The dilemma of implementing NFV services: Why is it taking so long?

IBM’s Craig Farrell looks at making NFV implementation a reality. In this first part he examines why NFV is taking so long to move from trials into production services.

Craig Farrell, IBM

14 Nov 2016

The dilemma of implementing NFV services: Why is it taking so long?

In this two-part series, IBM’s Craig Farrell looks at making NFV implementation a reality. In this first part he examines why NFV is taking so long to move from trials into production services. In Part 2 he address the crucial question of what can be done about it.

The tantalizing promise of software defined networks (SDN) and network function virtualization (NFV) is that it will allow carriers and service providers (CSPs) to purchase and deploy network functionality as software without the need for expensive, often proprietary, hardware. This can lead to cost savings, shorter times to deliver new services, and the ability to scale and adapt network services on demand and implement closed loop controls. Over the last few years many CSPs have engaged in trials, proof of concepts, and demonstrations, but there are very few wide scale NFV based network services in production and there are almost no NFV implementations with multi-vendor NFV functions deployed.

For the NFV services that can be found, it is difficult to find anything beyond anecdotal examples of return on investment (ROI). Many CSPs are still quoting ‘expected’ cost savings and ‘anticipated’ reductions in the time to deploy new services. These observations point to an industry-wide slowness to move from trials to production SDN and NFV-based network services. Given that the value proposition for NFV-based network services is compelling and trials have been going on for nearly five years and are often described as highly successful, what has caused the delay in transforming to production NFV network services and what can be done about it?

What is delaying the transformation?

I believe that the sluggish pace of NFV transformation has been the result of a handful of factors that need to be addressed as part of the implementation planning for an NFV transformation project. With the recent increase in the number of SDN and NFV transformation projects being announced by CSPs, the need to address these factors is crucial since some CSPs have published estimated performance improvements, cost savings and timelines for many of the recently announced projects. So what are these factors?

Dilemma of transformation

The first issue that has been hampering efforts towards delivering SDN and NFV network services is the dilemma of transformation. This dilemma predicts two major factors that cause telecom NFV transformation projects to stall. The first factor is the need for a very compelling business case. Moving to cloud-based SDN and NFV networks may necessitate a transformation that replaces legacy services that are generating significant, but declining or flat revenue at high profit margins. After seeing the business case, many CSPs still struggle with the need to modify a service that is working and highly profitable. Even for a brand new service, why take the risk on an unproven new technology without a really compelling business case?

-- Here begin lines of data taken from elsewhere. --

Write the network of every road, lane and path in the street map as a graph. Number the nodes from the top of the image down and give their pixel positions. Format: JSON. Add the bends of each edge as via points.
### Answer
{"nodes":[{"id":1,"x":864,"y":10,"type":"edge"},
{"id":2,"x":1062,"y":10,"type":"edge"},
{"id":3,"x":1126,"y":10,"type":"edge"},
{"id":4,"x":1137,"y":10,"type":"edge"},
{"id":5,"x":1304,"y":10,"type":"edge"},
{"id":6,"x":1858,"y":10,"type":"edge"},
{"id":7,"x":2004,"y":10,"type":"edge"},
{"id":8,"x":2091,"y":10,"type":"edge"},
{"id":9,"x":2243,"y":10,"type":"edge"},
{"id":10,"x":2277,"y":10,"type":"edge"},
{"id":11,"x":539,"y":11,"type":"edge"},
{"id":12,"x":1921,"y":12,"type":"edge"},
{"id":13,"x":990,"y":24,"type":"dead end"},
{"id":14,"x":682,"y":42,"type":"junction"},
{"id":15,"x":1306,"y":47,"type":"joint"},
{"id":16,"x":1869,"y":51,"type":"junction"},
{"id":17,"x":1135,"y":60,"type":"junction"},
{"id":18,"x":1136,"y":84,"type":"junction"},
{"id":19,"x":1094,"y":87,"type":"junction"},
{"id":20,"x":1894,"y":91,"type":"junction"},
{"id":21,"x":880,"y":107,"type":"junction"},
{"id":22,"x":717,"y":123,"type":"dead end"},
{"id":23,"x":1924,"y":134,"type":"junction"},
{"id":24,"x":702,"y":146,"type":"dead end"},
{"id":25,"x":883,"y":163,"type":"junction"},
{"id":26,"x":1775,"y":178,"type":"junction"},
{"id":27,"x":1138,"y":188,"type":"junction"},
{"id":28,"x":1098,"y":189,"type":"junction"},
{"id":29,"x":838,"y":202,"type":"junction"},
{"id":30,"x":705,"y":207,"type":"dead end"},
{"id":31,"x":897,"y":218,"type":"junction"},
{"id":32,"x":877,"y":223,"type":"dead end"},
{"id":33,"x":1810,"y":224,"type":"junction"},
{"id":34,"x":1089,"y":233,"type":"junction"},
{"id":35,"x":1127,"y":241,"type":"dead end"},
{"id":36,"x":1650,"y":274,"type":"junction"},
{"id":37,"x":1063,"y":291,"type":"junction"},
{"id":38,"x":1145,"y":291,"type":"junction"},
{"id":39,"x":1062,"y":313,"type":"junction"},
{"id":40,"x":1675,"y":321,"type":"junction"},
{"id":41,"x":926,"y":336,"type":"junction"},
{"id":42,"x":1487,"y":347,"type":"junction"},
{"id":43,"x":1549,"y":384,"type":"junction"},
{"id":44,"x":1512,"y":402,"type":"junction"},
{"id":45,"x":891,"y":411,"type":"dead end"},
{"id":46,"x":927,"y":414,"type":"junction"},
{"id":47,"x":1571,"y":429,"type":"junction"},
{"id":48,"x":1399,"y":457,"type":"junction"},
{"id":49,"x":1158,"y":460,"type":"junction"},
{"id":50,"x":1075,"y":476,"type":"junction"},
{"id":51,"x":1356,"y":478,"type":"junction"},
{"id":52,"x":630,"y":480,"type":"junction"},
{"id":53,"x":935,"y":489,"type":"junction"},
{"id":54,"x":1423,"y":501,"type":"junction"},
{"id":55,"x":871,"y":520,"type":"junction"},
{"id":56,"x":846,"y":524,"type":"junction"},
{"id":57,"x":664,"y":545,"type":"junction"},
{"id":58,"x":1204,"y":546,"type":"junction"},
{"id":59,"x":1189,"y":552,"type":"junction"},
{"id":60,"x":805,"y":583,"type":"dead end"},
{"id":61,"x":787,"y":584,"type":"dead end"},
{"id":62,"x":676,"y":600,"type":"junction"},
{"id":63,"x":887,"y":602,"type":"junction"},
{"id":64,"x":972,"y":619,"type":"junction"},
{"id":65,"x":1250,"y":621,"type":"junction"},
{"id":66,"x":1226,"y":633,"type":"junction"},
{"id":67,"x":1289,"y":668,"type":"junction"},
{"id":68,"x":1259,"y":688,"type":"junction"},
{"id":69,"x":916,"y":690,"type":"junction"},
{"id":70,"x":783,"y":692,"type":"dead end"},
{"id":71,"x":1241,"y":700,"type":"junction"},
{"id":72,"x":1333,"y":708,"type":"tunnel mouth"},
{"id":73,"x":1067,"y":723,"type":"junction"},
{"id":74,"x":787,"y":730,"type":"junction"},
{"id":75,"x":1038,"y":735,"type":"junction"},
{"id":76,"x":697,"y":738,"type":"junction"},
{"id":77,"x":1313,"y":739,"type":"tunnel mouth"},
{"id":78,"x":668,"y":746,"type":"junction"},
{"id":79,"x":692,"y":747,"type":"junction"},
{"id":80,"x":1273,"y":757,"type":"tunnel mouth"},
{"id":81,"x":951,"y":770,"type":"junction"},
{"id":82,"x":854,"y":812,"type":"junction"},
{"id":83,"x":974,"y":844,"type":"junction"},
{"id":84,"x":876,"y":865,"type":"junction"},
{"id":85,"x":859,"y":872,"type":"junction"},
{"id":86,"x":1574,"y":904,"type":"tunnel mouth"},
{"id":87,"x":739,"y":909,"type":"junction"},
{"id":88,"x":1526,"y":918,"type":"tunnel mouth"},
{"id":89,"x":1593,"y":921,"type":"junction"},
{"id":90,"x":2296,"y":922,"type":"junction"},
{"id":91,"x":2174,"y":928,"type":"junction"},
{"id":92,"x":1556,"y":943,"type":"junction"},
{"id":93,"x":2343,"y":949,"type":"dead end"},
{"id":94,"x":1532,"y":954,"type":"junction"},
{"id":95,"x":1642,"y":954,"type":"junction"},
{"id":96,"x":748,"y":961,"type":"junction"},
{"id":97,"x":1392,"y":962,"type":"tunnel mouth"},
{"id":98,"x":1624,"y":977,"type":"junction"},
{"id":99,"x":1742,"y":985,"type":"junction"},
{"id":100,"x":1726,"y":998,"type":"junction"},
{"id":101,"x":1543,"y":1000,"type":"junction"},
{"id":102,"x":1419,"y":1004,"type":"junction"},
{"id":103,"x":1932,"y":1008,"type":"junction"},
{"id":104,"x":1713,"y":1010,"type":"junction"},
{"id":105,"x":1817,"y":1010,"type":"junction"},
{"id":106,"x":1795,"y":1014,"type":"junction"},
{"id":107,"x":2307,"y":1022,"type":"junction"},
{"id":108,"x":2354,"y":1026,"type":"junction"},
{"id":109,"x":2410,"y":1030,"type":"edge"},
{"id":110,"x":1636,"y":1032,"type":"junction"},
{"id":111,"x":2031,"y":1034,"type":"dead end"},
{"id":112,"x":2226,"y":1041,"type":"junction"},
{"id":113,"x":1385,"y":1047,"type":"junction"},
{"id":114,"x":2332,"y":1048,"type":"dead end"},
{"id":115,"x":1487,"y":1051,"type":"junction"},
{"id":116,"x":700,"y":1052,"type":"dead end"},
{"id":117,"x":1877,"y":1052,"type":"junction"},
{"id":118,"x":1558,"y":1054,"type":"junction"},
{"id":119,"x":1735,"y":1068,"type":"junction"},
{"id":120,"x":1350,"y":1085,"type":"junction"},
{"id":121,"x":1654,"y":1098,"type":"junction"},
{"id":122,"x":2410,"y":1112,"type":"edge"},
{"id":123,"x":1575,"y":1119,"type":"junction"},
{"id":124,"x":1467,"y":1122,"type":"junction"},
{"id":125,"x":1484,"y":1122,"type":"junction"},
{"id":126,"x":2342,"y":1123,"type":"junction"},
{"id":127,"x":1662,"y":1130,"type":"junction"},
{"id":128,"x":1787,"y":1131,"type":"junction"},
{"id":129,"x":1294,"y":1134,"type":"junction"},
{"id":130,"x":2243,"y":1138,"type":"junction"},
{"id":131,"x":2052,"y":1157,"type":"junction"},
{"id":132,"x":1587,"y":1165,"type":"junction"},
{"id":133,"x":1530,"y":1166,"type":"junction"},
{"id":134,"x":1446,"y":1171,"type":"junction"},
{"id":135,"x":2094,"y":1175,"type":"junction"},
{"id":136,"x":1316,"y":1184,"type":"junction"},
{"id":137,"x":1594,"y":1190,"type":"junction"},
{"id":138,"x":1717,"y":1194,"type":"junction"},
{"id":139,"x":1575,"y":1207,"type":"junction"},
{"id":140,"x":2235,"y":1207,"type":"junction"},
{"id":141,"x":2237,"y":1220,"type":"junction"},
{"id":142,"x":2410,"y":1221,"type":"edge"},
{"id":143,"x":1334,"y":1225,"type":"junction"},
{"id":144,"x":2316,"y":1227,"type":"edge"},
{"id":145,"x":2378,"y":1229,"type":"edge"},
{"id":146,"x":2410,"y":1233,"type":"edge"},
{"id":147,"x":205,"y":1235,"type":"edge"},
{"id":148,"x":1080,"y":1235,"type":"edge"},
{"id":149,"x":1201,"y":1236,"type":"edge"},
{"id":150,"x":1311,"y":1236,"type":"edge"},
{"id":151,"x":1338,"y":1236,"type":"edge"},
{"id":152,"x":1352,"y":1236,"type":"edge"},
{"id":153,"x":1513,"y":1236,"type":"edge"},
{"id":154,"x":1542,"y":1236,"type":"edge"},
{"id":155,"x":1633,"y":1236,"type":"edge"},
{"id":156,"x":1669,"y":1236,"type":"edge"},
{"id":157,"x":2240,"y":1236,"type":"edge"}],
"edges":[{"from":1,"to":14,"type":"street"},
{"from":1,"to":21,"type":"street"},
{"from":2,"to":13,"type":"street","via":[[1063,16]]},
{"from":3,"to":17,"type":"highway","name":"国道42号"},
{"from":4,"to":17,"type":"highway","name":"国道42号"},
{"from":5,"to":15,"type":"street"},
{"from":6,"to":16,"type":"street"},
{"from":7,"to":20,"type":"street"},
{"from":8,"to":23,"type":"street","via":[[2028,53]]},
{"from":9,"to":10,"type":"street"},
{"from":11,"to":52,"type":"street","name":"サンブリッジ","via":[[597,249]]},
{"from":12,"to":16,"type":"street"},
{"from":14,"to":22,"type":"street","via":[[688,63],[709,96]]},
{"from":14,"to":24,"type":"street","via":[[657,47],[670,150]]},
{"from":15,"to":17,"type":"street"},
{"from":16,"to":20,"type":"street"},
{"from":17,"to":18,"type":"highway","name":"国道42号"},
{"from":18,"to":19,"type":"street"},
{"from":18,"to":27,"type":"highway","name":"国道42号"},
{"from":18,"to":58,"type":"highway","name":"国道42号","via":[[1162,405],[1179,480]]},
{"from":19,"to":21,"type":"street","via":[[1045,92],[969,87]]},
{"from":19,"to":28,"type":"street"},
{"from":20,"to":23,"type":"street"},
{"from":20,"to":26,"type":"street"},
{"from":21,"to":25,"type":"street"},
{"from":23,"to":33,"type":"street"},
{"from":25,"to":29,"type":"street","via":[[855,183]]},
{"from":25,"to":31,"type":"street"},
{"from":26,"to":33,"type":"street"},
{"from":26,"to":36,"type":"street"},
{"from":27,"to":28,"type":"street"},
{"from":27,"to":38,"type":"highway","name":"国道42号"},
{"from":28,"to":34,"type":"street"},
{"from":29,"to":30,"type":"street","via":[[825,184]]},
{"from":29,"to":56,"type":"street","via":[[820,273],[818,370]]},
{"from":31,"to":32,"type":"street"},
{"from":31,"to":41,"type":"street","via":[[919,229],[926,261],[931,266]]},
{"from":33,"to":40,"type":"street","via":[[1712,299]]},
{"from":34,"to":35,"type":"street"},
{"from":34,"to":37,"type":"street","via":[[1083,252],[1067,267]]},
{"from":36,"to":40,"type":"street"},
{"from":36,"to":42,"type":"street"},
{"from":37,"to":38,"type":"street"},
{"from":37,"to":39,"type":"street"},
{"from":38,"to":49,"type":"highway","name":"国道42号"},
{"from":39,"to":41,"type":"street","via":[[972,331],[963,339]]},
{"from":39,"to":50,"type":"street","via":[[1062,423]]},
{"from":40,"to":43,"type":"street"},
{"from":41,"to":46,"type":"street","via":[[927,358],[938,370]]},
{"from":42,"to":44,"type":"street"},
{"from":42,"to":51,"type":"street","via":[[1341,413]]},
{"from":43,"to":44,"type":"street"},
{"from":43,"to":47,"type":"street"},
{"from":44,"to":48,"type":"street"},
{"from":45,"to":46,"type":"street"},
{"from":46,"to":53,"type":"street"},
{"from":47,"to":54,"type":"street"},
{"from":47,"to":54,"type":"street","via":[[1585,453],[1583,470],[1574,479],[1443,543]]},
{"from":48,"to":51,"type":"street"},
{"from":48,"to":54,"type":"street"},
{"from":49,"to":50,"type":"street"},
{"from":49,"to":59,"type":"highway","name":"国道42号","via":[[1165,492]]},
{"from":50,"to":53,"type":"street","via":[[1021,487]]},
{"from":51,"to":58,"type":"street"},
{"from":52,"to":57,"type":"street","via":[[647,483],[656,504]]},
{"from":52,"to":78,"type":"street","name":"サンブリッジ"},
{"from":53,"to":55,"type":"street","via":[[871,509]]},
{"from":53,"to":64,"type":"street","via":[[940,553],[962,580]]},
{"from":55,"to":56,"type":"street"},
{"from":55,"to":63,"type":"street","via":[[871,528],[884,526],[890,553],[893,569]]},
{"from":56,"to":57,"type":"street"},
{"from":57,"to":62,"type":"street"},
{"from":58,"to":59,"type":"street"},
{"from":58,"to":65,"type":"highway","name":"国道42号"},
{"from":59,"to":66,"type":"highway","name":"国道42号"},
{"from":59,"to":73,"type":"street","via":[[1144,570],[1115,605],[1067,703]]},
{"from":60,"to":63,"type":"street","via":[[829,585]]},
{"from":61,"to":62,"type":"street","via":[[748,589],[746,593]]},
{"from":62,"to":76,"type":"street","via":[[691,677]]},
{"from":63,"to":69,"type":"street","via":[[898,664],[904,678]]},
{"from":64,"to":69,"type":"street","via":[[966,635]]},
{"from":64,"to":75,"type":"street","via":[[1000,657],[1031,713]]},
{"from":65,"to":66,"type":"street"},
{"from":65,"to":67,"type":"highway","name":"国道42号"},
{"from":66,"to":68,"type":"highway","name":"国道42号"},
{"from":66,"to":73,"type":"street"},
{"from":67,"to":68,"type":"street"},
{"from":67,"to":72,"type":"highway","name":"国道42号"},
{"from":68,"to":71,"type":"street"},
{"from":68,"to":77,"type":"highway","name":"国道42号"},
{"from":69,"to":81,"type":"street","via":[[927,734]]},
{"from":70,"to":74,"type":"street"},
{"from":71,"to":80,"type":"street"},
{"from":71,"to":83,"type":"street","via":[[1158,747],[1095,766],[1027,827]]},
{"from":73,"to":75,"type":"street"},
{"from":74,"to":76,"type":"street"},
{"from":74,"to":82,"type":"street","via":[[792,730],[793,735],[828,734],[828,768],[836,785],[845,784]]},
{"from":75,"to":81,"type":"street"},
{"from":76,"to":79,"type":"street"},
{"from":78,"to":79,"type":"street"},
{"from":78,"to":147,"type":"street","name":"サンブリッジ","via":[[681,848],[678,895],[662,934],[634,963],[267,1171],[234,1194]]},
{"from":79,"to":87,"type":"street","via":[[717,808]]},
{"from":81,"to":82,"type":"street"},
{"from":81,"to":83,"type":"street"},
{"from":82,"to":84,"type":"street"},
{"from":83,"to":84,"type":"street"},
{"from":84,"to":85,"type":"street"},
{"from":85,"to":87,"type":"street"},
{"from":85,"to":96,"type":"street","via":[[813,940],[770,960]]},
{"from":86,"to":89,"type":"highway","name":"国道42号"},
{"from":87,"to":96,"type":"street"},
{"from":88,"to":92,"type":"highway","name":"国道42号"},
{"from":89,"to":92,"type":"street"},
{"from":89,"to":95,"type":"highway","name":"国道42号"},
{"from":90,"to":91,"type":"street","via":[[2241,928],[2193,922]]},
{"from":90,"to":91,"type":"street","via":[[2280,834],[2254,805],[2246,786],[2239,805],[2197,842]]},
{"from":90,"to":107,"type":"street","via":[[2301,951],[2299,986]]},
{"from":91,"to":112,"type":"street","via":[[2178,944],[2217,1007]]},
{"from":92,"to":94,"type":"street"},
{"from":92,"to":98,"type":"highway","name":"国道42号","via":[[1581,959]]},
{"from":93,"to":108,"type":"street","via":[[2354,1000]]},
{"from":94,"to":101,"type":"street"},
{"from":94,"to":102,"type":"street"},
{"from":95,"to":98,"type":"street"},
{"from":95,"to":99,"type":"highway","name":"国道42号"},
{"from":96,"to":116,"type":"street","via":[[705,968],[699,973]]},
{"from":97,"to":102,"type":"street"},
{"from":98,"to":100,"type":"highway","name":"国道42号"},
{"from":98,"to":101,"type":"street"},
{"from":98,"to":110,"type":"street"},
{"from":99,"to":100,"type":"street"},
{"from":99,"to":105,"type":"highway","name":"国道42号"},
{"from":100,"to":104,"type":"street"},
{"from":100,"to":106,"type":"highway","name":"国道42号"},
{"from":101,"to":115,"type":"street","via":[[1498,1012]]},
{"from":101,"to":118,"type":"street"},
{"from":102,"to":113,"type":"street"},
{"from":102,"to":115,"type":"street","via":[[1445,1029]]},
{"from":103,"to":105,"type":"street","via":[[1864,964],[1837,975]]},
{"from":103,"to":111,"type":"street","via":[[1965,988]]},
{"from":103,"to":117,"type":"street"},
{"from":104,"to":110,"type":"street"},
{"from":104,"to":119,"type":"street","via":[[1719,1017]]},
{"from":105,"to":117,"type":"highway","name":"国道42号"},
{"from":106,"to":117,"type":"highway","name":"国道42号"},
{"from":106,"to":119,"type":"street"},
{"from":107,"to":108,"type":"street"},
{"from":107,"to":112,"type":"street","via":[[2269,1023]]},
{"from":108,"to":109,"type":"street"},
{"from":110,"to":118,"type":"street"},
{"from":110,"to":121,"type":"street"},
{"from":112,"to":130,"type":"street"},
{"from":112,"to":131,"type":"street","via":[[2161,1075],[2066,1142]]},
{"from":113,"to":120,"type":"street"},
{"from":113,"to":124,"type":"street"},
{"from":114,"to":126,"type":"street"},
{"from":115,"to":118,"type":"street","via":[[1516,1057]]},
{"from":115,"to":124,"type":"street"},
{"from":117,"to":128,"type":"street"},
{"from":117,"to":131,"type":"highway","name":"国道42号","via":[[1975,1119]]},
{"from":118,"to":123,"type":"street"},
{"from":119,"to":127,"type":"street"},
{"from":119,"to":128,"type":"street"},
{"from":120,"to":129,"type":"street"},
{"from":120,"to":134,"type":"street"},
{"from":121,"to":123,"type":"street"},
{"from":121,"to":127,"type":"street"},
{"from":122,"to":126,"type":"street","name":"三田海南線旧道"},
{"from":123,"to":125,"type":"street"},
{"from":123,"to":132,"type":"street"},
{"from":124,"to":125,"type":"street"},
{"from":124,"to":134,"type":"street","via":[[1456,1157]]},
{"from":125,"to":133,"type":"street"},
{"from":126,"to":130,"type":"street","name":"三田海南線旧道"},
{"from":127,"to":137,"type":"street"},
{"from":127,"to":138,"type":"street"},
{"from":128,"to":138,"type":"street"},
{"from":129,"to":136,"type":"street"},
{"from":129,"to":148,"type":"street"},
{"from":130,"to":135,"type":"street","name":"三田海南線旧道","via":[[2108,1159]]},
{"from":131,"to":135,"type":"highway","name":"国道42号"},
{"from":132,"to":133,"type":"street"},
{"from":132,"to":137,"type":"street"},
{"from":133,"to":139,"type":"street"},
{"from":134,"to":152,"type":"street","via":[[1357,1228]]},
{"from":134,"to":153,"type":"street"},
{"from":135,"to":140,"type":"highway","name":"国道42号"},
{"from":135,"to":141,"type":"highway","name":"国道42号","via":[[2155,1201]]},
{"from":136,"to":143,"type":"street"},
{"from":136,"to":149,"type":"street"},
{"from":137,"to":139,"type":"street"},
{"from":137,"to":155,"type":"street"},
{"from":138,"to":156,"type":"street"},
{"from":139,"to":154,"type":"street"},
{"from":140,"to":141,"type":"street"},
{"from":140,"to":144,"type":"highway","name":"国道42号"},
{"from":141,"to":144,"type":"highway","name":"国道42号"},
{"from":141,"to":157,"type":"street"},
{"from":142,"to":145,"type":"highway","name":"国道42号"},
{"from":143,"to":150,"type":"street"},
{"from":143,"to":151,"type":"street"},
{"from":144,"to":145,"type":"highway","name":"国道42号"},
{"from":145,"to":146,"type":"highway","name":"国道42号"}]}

The second factor is that transforming to NFV services requires a migration strategy that maintains customer satisfaction and service levels throughout the move so that churn does not increase during the change-over.

Lack of a clear, immediate trigger

The next factor that appears to hold back NFV transformation projects is also related to the business case. For many CSPs the business case for NFV transformation lacked a clear trigger that necessitated transforming immediately. Despite published timelines for transformation, many network staff remarked that the risk on legacy services was low and these services were very profitable, so why spend money transforming them right away? Why not wait until services become unprofitable before transforming them? Many argued that given the current environment of cost cutting and fiscal restraint, any investment dollars in the current budget would be better spent on other priorities such as optical build out and radio access network (RAN) upgrades. Given that optical build-out and RAN upgrades represents a much larger percentage of the network operations budget, the trigger to prioritize NFV transformation in the current budget cycle was not clear and pressing. Even for new services, the benefits in the NFV business case were not compelling enough to trigger using NFV to build new services right away. If we contrast this situation in the network with the earlier move to virtual environments in information technology (IT) data centers, we notice that server farms and storage represented a much larger percentage of the IT spend, so the financial trigger for IT data centers to transform to virtual environments was much clearer.

Cultural issues

A move to SDN and NFV for network services requires network organizations to change the way they design, build and operate network services. The multi-tenant cloud environment assumed by NFV is very different to a traditional network operating environment. Network architects, planners and operations teams are used to designing a solution for a particular piece of equipment operated in a specific way. The move to cloud-based multi-tenant SDN and NFV operating environments for network services introduces new questions such as:

When to use public, private or hybrid cloud environments?
Who will buy and manage the hardware and software?
Who does capacity planning?
Does the network operations team have to give up control to another operations team?
Who is liable if service level agreements are violated?
Can we trust an automated, self-service environment?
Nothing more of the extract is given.